私が通っていた学校では、フルタイムで集中的に学べば、約4年で卒業資格を取得できるのが通常でした。しかし、私の場合はトレーニングコースに入ってから、2人の子供を出産し、子育てと並行して少しずつトレーニングを進めたため、卒業までに10年の月日を要しました。10年の間には、子連れで学校に通った時期もありましたし、また、数年間は全く通えない時期もありました。
日々生活をしていると、私たちには色々な刺激がやってきます。動作に関して言えば、立つ、座る、子供を抱く、家事をする、パソコンのキーボードを打つ、などもその一つ一つが刺激です。また、育児疲れ、人間関係に関するトラブル、病気・・・・など、ネガティブなストレスも大きな刺激となります。しかし、私は時には「意識的に」、また時には「無意識的に」アレクサンダー氏の発見を思い出し、学校に行けない時期でも、このワークを使いながら生活していました。
「アレクサンダー・テクニークのアイデアを使いながら生活する」とは、具体的にはどういうことでしょうか?これに関してはいろいろな解釈があると思いますが、私の場合は、何かをやっている時の自分を、できるだけ客観的に観察することでした。
「今、私は○○をしながらも、自分はどんな状態にある?」
と、やっていること自体に100%意識を取られるのではなく、「自分の使い方」にも意識を向けながら、同時にやりたいこと、やらねばならないことをするのです。(後々、このことが、外からの刺激に対して自動的に持っていかれやすく、また深く処理をしてしまうHSP特有の生きづらさを軽減してくれることに繋がったのだと分かっていくのですが…。)
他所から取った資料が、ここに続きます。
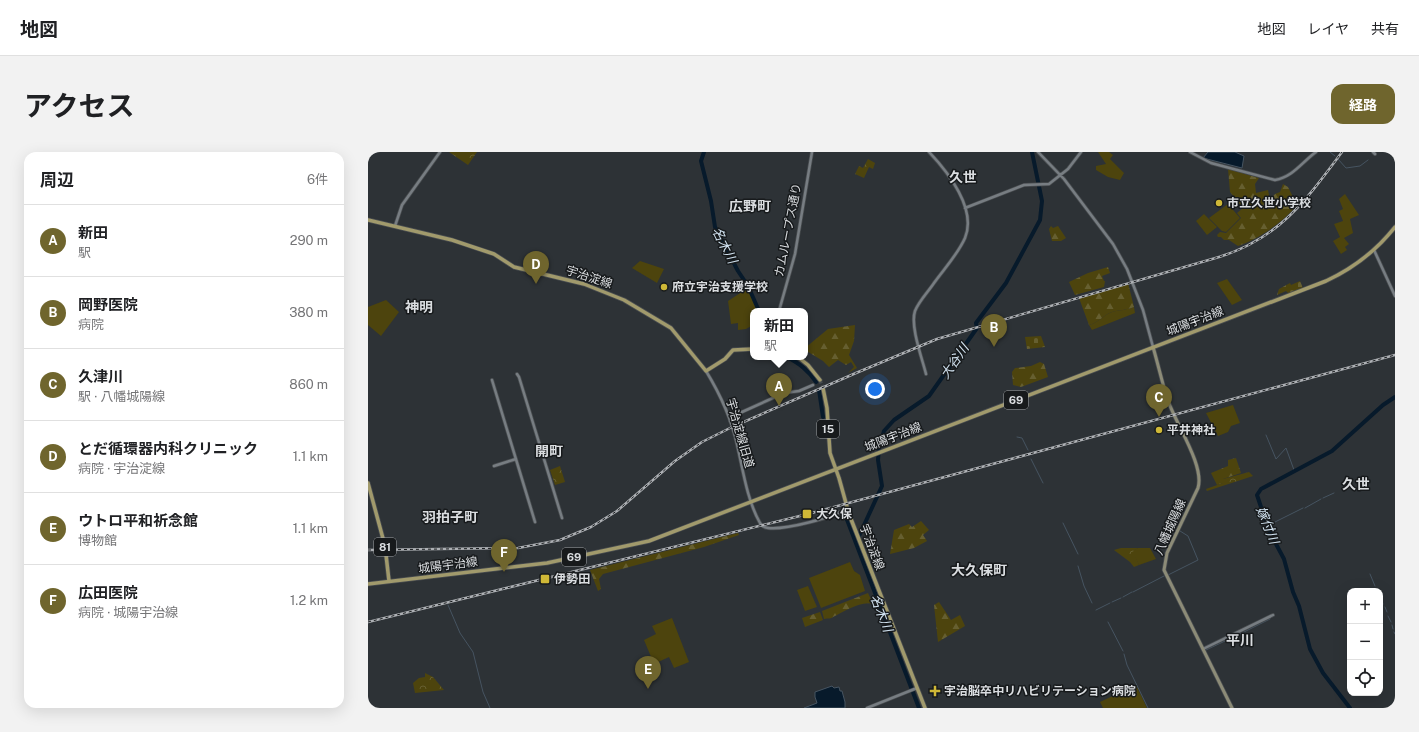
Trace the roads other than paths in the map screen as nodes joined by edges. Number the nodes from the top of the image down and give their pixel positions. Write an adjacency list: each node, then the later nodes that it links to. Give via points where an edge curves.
1 (440, 152): 11 (street, via 402,204)
2 (812, 152): 15 (street, カムループス通り, via 795,254)
3 (929, 152): 9 (street, via 949,174)
4 (1038, 152): 8 (street)
5 (1081, 152): 8 (street)
6 (1190, 152): 7 (street, via 1211,163 1275,180 1297,170)
7 (1316, 152)
8 (1060, 176): 9 (street, via 1049,184 1024,185); 16 (street, via 1121,258 1143,310)
9 (965, 208): 21 (street, via 968,224 965,237 914,313 915,334)
10 (368, 220): 11 (main road, 宇治淀線)
11 (395, 226): 19 (main road, 宇治淀線, via 452,240 494,254 514,267 584,284 624,300 671,328)
12 (1395, 227): 13 (main road, 城陽宇治線 / 69)
13 (1374, 250): 14 (street); 16 (main road, 城陽宇治線 / 69, via 1348,270 1326,281)
14 (1395, 296)
15 (780, 308)
16 (1153, 347): 29 (main road, 城陽宇治線 / 69); 38 (main road, 八幡城陽線, via 1168,399 1188,441 1199,480 1198,488 1167,553 1164,570)
17 (750, 349): 19 (main road, via 733,350 725,359)
18 (801, 360): 23 (main road)
19 (706, 371): 26 (street, 宇治淀線旧道, via 724,403)
20 (517, 374): 33 (street)
21 (926, 374)
22 (492, 380): 27 (street)
23 (820, 380)
24 (814, 385): 26 (street, via 784,393 742,412)
25 (823, 388): 29 (main road, 宇治淀線 / 15, via 830,452)
26 (730, 421): 31 (street, 宇治淀線旧道, via 742,473)
27 (516, 459): 28 (street); 34 (street)
28 (494, 466)
29 (835, 469): 31 (main road, 城陽宇治線 / 69); 32 (main road, 宇治淀線 / 15)
30 (368, 483): 35 (main road, 81, via 385,546)
31 (752, 502): 32 (street, 宇治淀線旧道, via 760,523 769,528 815,521); 35 (main road, 城陽宇治線 / 69, via 641,544 547,563)
32 (847, 508): 39 (main road, 宇治淀線 / 15)
33 (562, 518)
34 (535, 522)
35 (389, 581): 36 (main road, 城陽宇治線 / 69)
36 (368, 584)
37 (1273, 615): 38 (street)
38 (1203, 649): 42 (main road, 八幡城陽線)
39 (916, 688): 40 (street); 41 (main road, 宇治淀線 / 15)
40 (867, 708)
41 (925, 708)
42 (1232, 708)

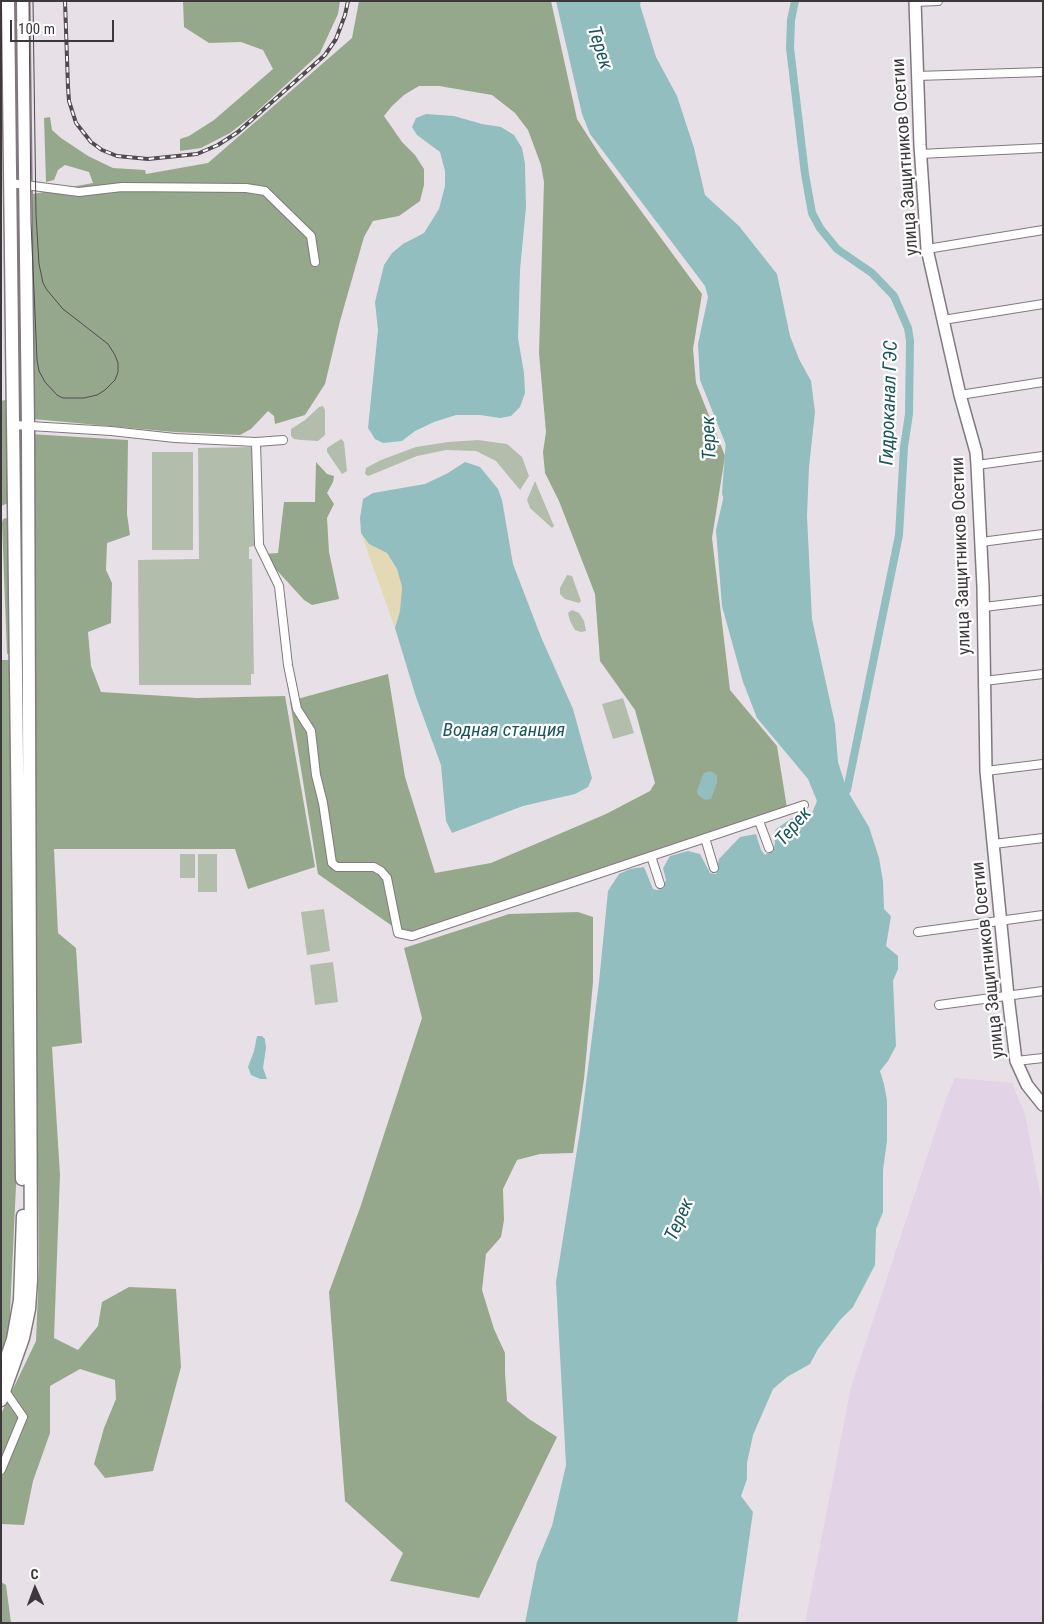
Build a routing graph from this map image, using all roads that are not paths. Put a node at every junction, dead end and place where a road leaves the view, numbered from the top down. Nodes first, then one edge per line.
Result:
1 (8, 1) edge
2 (23, 1) edge
3 (938, 1) edge
4 (915, 2) edge
5 (1043, 72) edge
6 (917, 76) junction
7 (1043, 148) edge
8 (920, 154) junction
9 (10, 183) junction
10 (25, 184) junction
11 (1043, 230) edge
12 (927, 249) junction
13 (315, 262) dead end
14 (1043, 304) edge
15 (943, 320) junction
16 (1043, 382) edge
17 (960, 395) junction
18 (14, 425) junction
19 (28, 426) junction
20 (283, 440) dead end
21 (256, 442) junction
22 (1043, 456) edge
23 (977, 465) junction
24 (1043, 534) edge
25 (981, 542) junction
26 (1043, 600) edge
27 (984, 607) junction
28 (1043, 674) edge
29 (984, 681) junction
30 (1043, 764) edge
31 (986, 771) junction
32 (804, 805) dead end
33 (759, 821) junction
34 (705, 838) junction
35 (1043, 838) edge
36 (994, 844) junction
37 (769, 848) dead end
38 (651, 856) junction
39 (714, 868) dead end
40 (660, 884) dead end
41 (1043, 915) edge
42 (999, 920) junction
43 (918, 932) dead end
44 (1043, 991) edge
45 (1008, 996) junction
46 (939, 1005) dead end
47 (1043, 1058) edge
48 (1016, 1061) junction
49 (1043, 1105) edge
50 (1, 1375) edge
51 (3, 1396) edge
52 (1, 1470) edge

1 - 9 main road
2 - 10 main road
3 - 4 street
4 - 6 street, улица Защитников Осетии
5 - 6 street
6 - 8 street, улица Защитников Осетии
7 - 8 street
8 - 12 street, улица Защитников Осетии
9 - 10 street
9 - 18 main road
10 - 13 street
10 - 19 main road
11 - 12 street
12 - 15 street, улица Защитников Осетии
14 - 15 street
15 - 17 street, улица Защитников Осетии
16 - 17 street
17 - 23 street, улица Защитников Осетии
18 - 19 street
18 - 50 main road
19 - 21 street
19 - 51 main road
20 - 21 street
21 - 38 street
22 - 23 street
23 - 25 street, улица Защитников Осетии
24 - 25 street
25 - 27 street, улица Защитников Осетии
26 - 27 street
27 - 29 street, улица Защитников Осетии
28 - 29 street
29 - 31 street, улица Защитников Осетии
30 - 31 street
31 - 36 street, улица Защитников Осетии
32 - 33 street
33 - 34 street
33 - 37 street
34 - 38 street
34 - 39 street
35 - 36 street
36 - 42 street, улица Защитников Осетии
38 - 40 street
41 - 42 street
42 - 43 street
42 - 45 street, улица Защитников Осетии
44 - 45 street
45 - 46 street
45 - 48 street, улица Защитников Осетии
47 - 48 street
48 - 49 street, улица Защитников Осетии
51 - 52 street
このような、自分の使い方に意識的でいながらも、何か他のことをやるという同時進行ができるようになったのは、実際にティーチングの練習をする段階に入った時でした。
教師になるためには、まず教えている時に自分のコンディションを整えるということを学びます。相手に何か教えるとしても、まずは「自分の面倒を見る」というトレーニングをするのです。つまり、「生徒さんと相対しながら」も、同時に「自分の面倒を見る」という「二つのことを同時に行う」ことができなければ、教える立場にはなれないということなのです。
最初は、ティーチングの練習をするために挙手する時でさえこんな感じです。「あ、あのお、ティーチングの練習をしたいんですけど…。」と、おずおずと手を挙げます。「本当にしたいんだかどうだか?本当はやめたいんでしょ?」と、自分でもツッコミを入れたくなるような状態ですね。そこには、「失敗したらどうしよう?何をすれば良いか分からない。恥をかきたくない。」というような、心配、恐れなどが渦巻いていて、意識はすっかりそちらに取られてしまっているわけですね。つまり、自分の使い方に意識を向けられている状態では全くないのです。特にHSPは、「間違ったことをしたくない」「ミスをしてはいけない」「恥ずかしい思いはしたくない」と、自分が思う正しさに囚われる傾向がありますね。
ところが、アレクサンダー・テクニークの世界では、そのような状態は、すぐさま先生に見破られてしまい、その時点で止められてしまいます。そして、お決まりの質問が来ます。
"What are you doing right now?"(今、あなたは何をやっていますか?)
と。そして、はっと我に返り、いかに自分の意識が外側に持っていかれていたかに気付くことになるのです。
つまり、アレクサンダー・テクニークを教えるには、教え始めようとするその段階で、すでに自分の使い方に意識的でなければいけないのです。そして、教え始めた後も、その自分への気付きをずっと持ち続けるということを学びます。そうやって、教えている間中、ずっと自分の面倒を見つつ、生徒さんとレッスンをしていくという「同時に二つのことをする」練習をしていくわけです。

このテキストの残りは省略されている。